Une nouvelle recherche conteste les trous noirs comme explication de la matière noire


Vue d’artiste d’un événement de microlentilles provoqué par un trou noir observé depuis la Terre vers le Grand Nuage de Magellan. La lumière d’une étoile d’arrière-plan située dans le LMC est courbée par un trou noir primordial putatif (lentille) dans le halo galactique et amplifiée lorsqu’elle est observée depuis la Terre. La microlentille provoque une variation très caractéristique de la luminosité de l’étoile de fond, permettant de déterminer la masse et la distance de la lentille. Crédit : J. Skowron / OGLE. Image de fond du Grand Nuage de Magellan : générée avec bsrender écrit par Kevin Loch, en utilisant la base de données ESA/Gaia

Les détecteurs d’ondes gravitationnelles LIGO et Virgo ont détecté une population de trous noirs massifs dont l’origine constitue l’un des plus grands mystères de l’astronomie moderne. Selon une hypothèse, ces objets pourraient s’être formés au tout début de l’univers et pourraient contenir de la matière noire, une substance mystérieuse qui remplit l’univers.

Une équipe de scientifiques de l’enquête OGLE (Optical Gravitational Lensing Experiment) de l’Observatoire astronomique de l’Université de Varsovie a annoncé les résultats de près de 20 ans d’observations indiquant que des trous noirs aussi massifs pourraient représenter au plus quelques pour cent de l’obscurité. matière. Une autre explication est donc nécessaire pour les sources d’ondes gravitationnelles. Les résultats de la recherche ont été publiés dans une étude dans Nature et une étude en La série de suppléments du journal astrophysique.

Diverses observations astronomiques indiquent que la matière ordinaire, que nous pouvons voir ou toucher, ne représente que 5 % de la masse totale et du budget énergétique de l’univers. Dans la Voie lactée, pour 1 kg de matière ordinaire dans les étoiles, il y a 15 kg de matière noire, qui n’émet aucune lumière et n’interagit que par son attraction gravitationnelle.

“La nature de la matière noire reste un mystère. La plupart des scientifiques pensent qu’elle est composée de particules élémentaires inconnues”, explique le Dr Przemek Mr.óz de l’Observatoire astronomique de l’Université de Varsovie, auteur principal des deux articles. “Malheureusement, malgré des décennies d’efforts, aucune expérience (y compris les expériences menées avec le Large Hadron Collider) n’a trouvé de nouvelles particules qui pourraient être responsables de la matière noire.”

Depuis la première détection d’ondes gravitationnelles provenant d’une paire de trous noirs en fusion en 2015, les expériences LIGO et Virgo ont détecté plus de 90 événements de ce type. Les astronomes ont remarqué que les trous noirs détectés par LIGO et Virgo sont généralement nettement plus massifs (20 à 100 masses solaires) que ceux connus auparavant dans la Voie Lactée (5 à 20 masses solaires).

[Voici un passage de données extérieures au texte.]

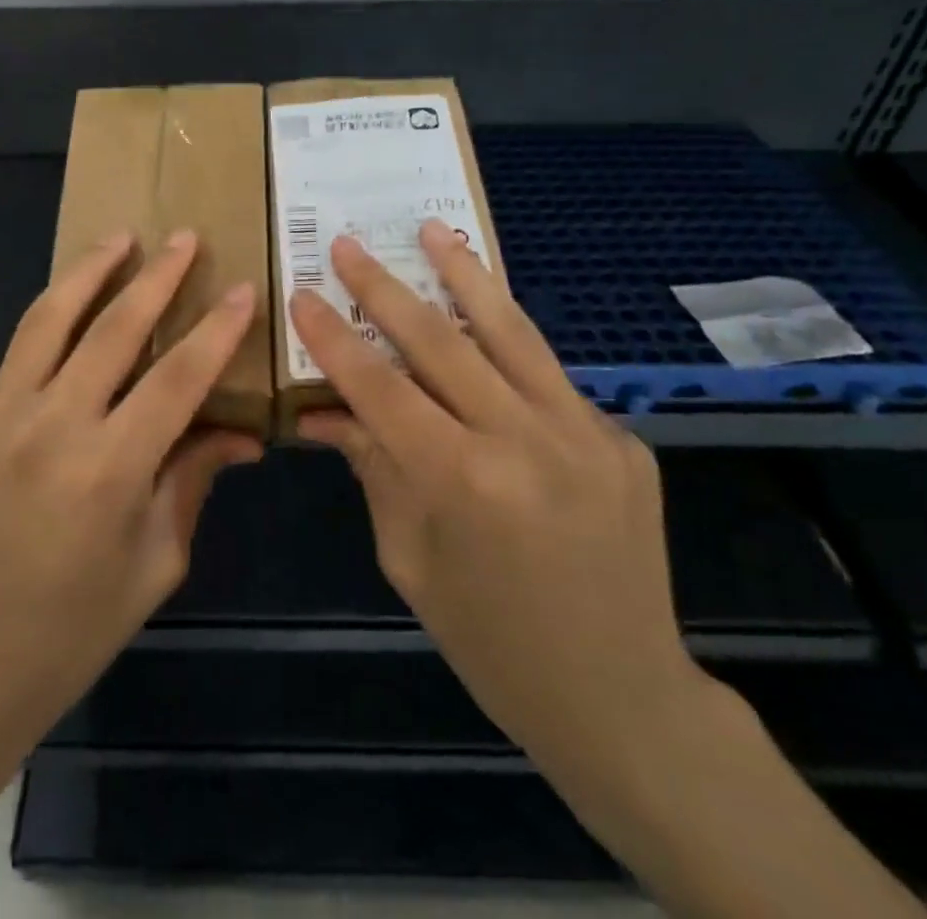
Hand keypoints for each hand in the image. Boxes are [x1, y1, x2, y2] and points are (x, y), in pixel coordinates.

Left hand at [0, 228, 262, 738]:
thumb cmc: (75, 627)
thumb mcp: (155, 561)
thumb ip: (193, 479)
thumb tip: (243, 433)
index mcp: (106, 471)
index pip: (176, 379)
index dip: (215, 331)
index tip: (242, 289)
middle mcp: (46, 430)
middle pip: (111, 330)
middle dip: (156, 277)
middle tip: (183, 238)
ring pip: (45, 322)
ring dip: (88, 273)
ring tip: (118, 238)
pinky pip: (13, 369)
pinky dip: (47, 340)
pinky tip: (68, 332)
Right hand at [289, 221, 715, 783]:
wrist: (624, 697)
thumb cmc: (492, 642)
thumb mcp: (410, 559)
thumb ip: (374, 469)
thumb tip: (324, 413)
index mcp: (463, 483)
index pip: (380, 388)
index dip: (334, 339)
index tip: (302, 293)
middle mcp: (526, 441)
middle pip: (440, 341)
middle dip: (384, 287)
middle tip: (349, 243)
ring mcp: (584, 433)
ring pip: (510, 332)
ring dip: (465, 276)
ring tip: (434, 229)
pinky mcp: (619, 437)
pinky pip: (547, 375)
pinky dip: (507, 338)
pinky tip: (484, 313)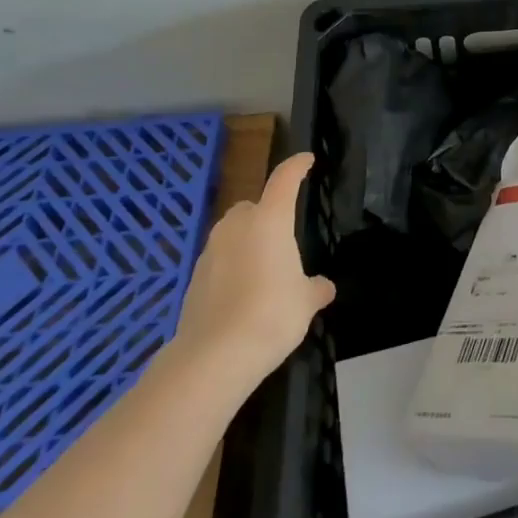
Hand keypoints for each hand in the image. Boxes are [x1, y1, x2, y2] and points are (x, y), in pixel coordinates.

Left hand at [169, 153, 335, 383]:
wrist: (213, 356)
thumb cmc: (271, 315)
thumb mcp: (305, 302)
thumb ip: (315, 289)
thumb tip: (324, 287)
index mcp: (270, 220)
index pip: (284, 179)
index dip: (296, 166)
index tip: (306, 160)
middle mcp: (237, 226)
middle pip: (252, 206)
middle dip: (265, 215)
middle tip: (281, 240)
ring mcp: (211, 250)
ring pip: (232, 234)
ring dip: (246, 243)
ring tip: (262, 273)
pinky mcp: (194, 277)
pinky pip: (219, 261)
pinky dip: (231, 268)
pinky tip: (241, 296)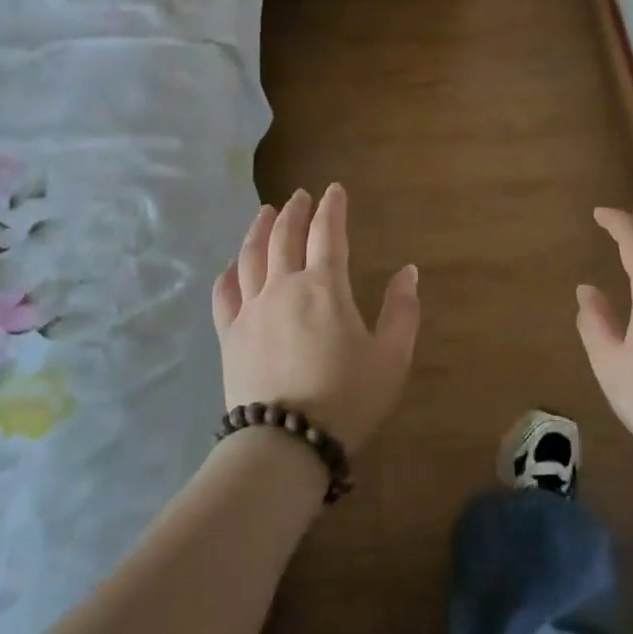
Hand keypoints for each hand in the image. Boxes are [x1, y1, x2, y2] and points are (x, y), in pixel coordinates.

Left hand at [212, 184, 419, 454]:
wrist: (286, 443)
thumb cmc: (347, 399)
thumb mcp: (391, 357)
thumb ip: (402, 310)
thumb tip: (408, 270)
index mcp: (325, 287)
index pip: (327, 233)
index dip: (331, 208)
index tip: (334, 190)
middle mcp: (284, 287)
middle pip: (285, 236)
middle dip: (294, 211)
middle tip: (299, 196)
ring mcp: (251, 309)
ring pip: (251, 256)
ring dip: (259, 229)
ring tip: (264, 213)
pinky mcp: (229, 334)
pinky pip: (224, 294)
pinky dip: (228, 273)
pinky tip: (232, 266)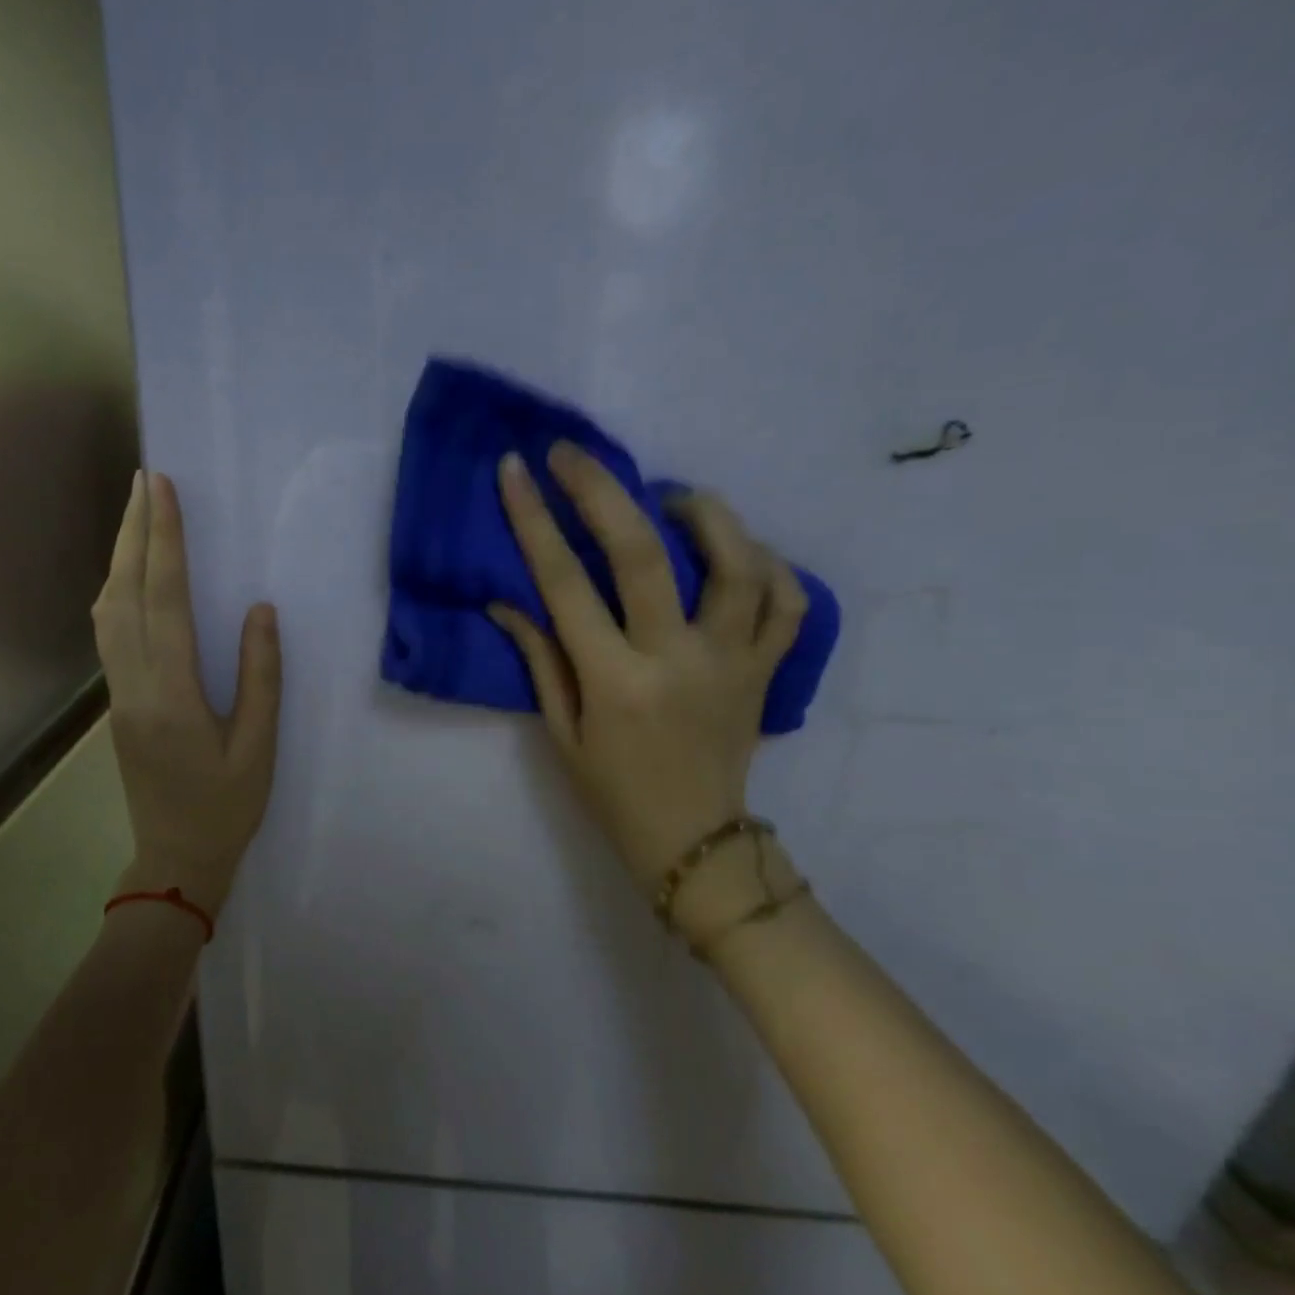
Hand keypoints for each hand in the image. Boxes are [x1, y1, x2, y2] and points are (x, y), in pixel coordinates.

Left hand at [93, 471, 281, 917]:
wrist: (175, 858)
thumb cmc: (227, 808)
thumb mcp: (258, 747)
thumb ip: (261, 677)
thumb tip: (260, 611)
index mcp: (172, 695)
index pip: (163, 600)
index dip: (164, 541)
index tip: (164, 489)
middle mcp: (133, 685)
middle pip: (123, 593)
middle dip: (133, 532)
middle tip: (146, 480)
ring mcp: (117, 694)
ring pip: (106, 611)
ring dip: (119, 558)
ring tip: (138, 515)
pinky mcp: (117, 703)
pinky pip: (108, 633)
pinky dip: (117, 590)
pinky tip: (131, 575)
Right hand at [488, 443, 803, 937]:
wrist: (694, 842)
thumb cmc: (614, 793)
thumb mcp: (562, 734)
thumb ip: (541, 661)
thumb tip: (508, 603)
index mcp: (614, 682)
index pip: (565, 585)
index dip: (535, 521)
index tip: (516, 471)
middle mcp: (675, 660)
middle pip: (643, 553)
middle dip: (603, 490)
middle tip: (575, 453)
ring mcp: (732, 662)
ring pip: (737, 563)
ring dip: (705, 513)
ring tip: (674, 497)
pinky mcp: (766, 671)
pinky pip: (787, 605)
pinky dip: (772, 567)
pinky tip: (740, 553)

“Expliquer pourquoi ces deux populations de trous noirs sont si différentes est l’un des plus grands mystères de l’astronomie moderne”, explique le Dr Mr.óz.

Une explication possible postule que les détecteurs LIGO et Virgo ont découvert une population de trous noirs primordiaux qui pourraient s’être formés au tout début de l’univers. Leur existence a été proposée pour la première fois il y a plus de 50 ans par le physicien théoricien britannique Stephen Hawking, et indépendamment par le physicien soviétique Yakov Zeldovich.

“Nous savons que l’univers primitif n’était pas idéalement homogène : de petites fluctuations de densité ont donné naissance aux galaxies et aux amas de galaxies actuels”, explique le Dr Mr.óz. “Des fluctuations de densité similaires, si elles dépassent un contraste de densité critique, peuvent s’effondrer et former des trous noirs.”

Depuis la première détection d’ondes gravitationnelles, de plus en plus de scientifiques spéculent que ces trous noirs primordiaux pourraient contenir une fraction importante, sinon la totalité, de la matière noire.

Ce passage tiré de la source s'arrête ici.